Return each record exactly as it appears, so that nothing is dropped or altered.

Saved entries
-------
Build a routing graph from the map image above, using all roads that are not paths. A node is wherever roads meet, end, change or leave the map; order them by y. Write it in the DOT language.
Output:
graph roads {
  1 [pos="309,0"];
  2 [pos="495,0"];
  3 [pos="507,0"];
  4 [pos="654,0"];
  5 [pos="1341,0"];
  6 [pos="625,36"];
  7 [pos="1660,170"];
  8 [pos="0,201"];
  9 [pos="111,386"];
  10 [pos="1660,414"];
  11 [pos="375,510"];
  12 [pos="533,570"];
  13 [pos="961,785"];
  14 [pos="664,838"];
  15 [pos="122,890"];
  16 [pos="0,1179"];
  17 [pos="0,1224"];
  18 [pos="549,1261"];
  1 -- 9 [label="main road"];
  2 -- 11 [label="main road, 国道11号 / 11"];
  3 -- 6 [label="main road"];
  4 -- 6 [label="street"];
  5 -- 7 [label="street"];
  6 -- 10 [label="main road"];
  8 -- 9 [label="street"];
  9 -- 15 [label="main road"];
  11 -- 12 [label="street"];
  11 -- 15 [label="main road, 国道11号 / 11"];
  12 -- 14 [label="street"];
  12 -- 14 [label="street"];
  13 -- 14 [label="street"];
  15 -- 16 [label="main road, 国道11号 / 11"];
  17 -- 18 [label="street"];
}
-------
◆ **Output**:
Build a routing graph from the map image above, using all roads that are not paths. A node is wherever roads meet, end, change or leave the map; order them by y. Write it in the DOT language.
Output:
graph roads {
  1 [pos="309,0"];
  2 [pos="495,0"];
  3 [pos="507,0"];
  4 [pos="654,0"];
  5 [pos="1341,0"];
  6 [pos="625,36"];
  7 [pos="1660,170"];
  8 [pos="0,201"];
  9 [pos="111,386"];
  10 [pos="1660,414"];
  11 [pos="375,510"];
  12 [pos="533,570"];
  13 [pos="961,785"];
  14 [pos="664,838"];
  15 [pos="122,890"];
  16 [pos="0,1179"];
  17 [pos="0,1224"];
  18 [pos="549,1261"];
  1 -- 9 [label="main road"];
  2 -- 11 [label="main road, 国道11号 / 11"];
  3 -- 6 [label="main road"];
  4 -- 6 [label="street"];
  5 -- 7 [label="street"];
  6 -- 10 [label="main road"];
  8 -- 9 [label="street"];
  9 -- 15 [label="main road"];
  11 -- 12 [label="street"];
  11 -- 15 [label="main road, 国道11号 / 11"];
  12 -- 14 [label="street"];
  12 -- 14 [label="street"];
  13 -- 14 [label="street"];
  15 -- 16 [label="main road, 国道11号 / 11"];
  17 -- 18 [label="street"];
}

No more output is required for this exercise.